By this time, the mother of the boy’s friend had heard the continued screams and came out of her house.  Our first concern was getting him away from the dog.  She grabbed the upper half of the hysterical child; I grabbed the lower half. Both of us carried him in case one of us dropped him.  He was covered in blood.

We ran him back to his yard yelling for his mother the entire time.  She came out and lost it when she saw the blood.  She stood there screaming and crying.  Yes, this was her spoiled baby.
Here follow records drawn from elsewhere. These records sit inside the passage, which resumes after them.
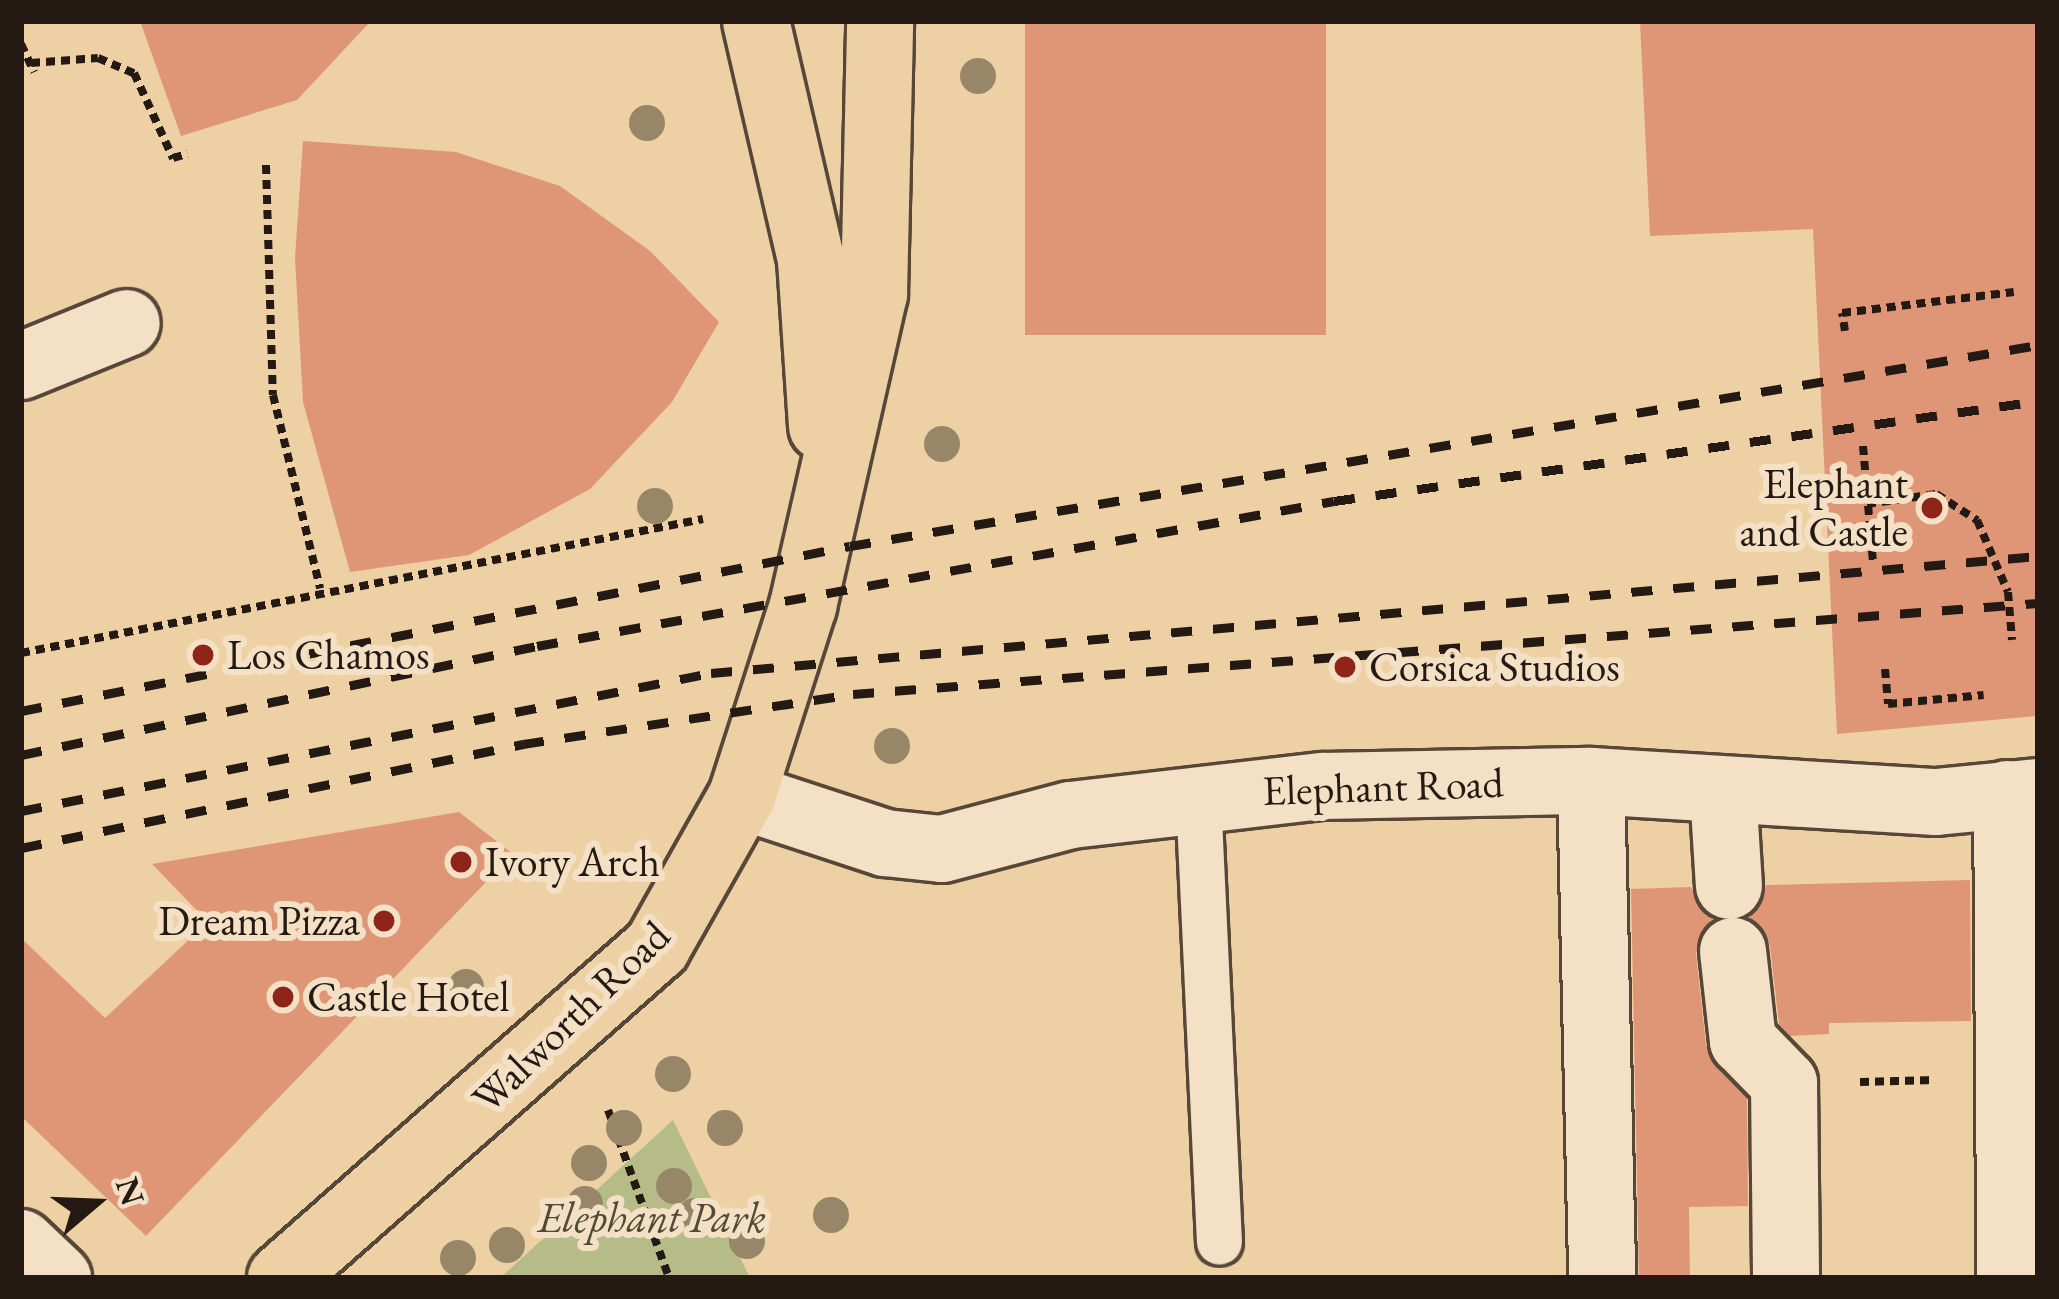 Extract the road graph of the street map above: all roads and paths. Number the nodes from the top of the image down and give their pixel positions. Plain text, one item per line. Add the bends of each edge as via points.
1 (756, 21) edge
2 (880, 21) edge
3 (21, 44) edge
4 (187, 154) dead end
5 (266, 165) dead end
6 (2014, 292) dead end
7 (127, 322) dead end
8 (1845, 332) dead end
9 (21, 366) edge
10 (1863, 446) dead end
11 (826, 484) junction
12 (1867, 504) junction
13 (703, 519) dead end
14 (1874, 562) dead end
15 (320, 588) junction
16 (2012, 640) dead end
17 (21, 653) edge
18 (1885, 669) dead end
19 (1984, 695) dead end
20 (1591, 781) junction
21 (1723, 791) junction
22 (2022, 793) edge
23 (742, 796) junction
24 (1198, 796) junction
25 (1729, 886) dead end
26 (1733, 951) dead end
27 (2009, 1078) junction
28 (1784, 1083) junction
29 (608, 1110) dead end
30 (1219, 1242) dead end
31 (21, 1243) edge
32 (288, 1276) edge
33 (58, 1278) edge
34 (669, 1278) edge
35 (1602, 1278) edge
36 (1786, 1278) edge
37 (2010, 1278) edge

1 - 11 main road, Walworth Road via 811,260
2 - 11 main road, Walworth Road via 874,294
3 - 4 path via 32,68 98,58 134,73 173,158
5 - 15 path via 273,395
6 - 8 path via 1842,313
7 - 9 street
10 - 12 path
11 - 23 main road, Walworth Road via 803,607
12 - 14 path
12 - 16 path via 1936,494 1977,520 2008,592
13 - 15 path
15 - 17 path
18 - 19 path via 1888,704
20 - 21 street, Elephant Road
20 - 24 street, Elephant Road
20 - 35 street
21 - 22 street, Elephant Road
21 - 25 street
22 - 27 street
23 - 24 street, Elephant Road via 828,826 942,849
23 - 32 main road, Walworth Road via 657,947
24 - 30 lane
26 - 28 street via 1742,1040
27 - 28 path
27 - 37 street
28 - 36 street
29 - 34 path
31 - 33 street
He was hurt.  She couldn’t handle it.  To be fair, he was a right mess.  His father ran out, saw DH with the dog and went to help him the same time another neighbor came out and also went to help.

I’m not sure who called 911.  In the end, the boy received over 25 stitches just on his butt, stitches on his face and limbs.   The dog was put down.  This was the second time that neighbor had a dog who attacked someone.  The last dog attacked my daughter, but she was far luckier than the boy was.  After that, they were banned from having pets in military housing.  The mother was told that if DH and I had not been there, the boy would’ve most likely been killed.

From that point on, I listen to the feelings.

The planning part ~

I am careful about big purchases and especially purchases that can change our lives like cars.  I have to think it through and really justify spending the money.  Gas for the big van was killing us, and we didn’t really need it anymore.   After we bought this house, it was a pain to drive it in winter up and down our hill.  15 passengers and icy hills don’t go well together.

After thinking for about 3 months, weighing pros and cons, I decided to get a minivan.  I had to decide what options were worth it, which were necessary and what price range I would pay.   Once that was decided, I waited until I found what I wanted.   That is the way I am.    Meanwhile, I saved money for it.    It took almost a year to find, meanwhile people kept asking me, “I thought you were going to buy a car?”   They didn’t understand why I just didn’t go buy a brand-new car and fully finance it.    I couldn’t understand why they would waste money to do that.

I have written about divorce.  People who don’t know me seem to think that I should’ve filed already.  They don’t get it.  I have to know what I’m doing.  I have to make sure all my ducks are in a row.  I have to know where I’m going, who is going with me, and how we’re going to get there.

In the time I first wrote about it, I paid off that minivan.  I paid off another loan I had.   I paid off one loan that was in DH’s name.  I paid down the other loans which are in both our names.  I’ve wanted to get debt-free and was working towards it to begin with.   I made a list of what I’d need money for, how much it would cost to move, etc. and was setting it aside.   I’ve been researching land and living costs in various.   They don’t understand that just because I haven’t filed doesn’t mean I’m not working towards it.  It does no good to put us both into a financial dog house.

This sequester has put all that on hold.  I am very glad I waited and paid off loans.   With the upcoming pay cut, it may be what saves us.   Interestingly enough, the loan payments are almost equal to what we’re going to lose.    I am glad I bought the things I have so far this year.  They will help us weather this.  I am glad I have chickens coming, and that I’ve already set aside money for them.  I am glad for my business.  I’m sure we’ll be digging into my stores for it.

As I said in a earlier post:  I really feel I’m being “pushed” into a more homesteading lifestyle.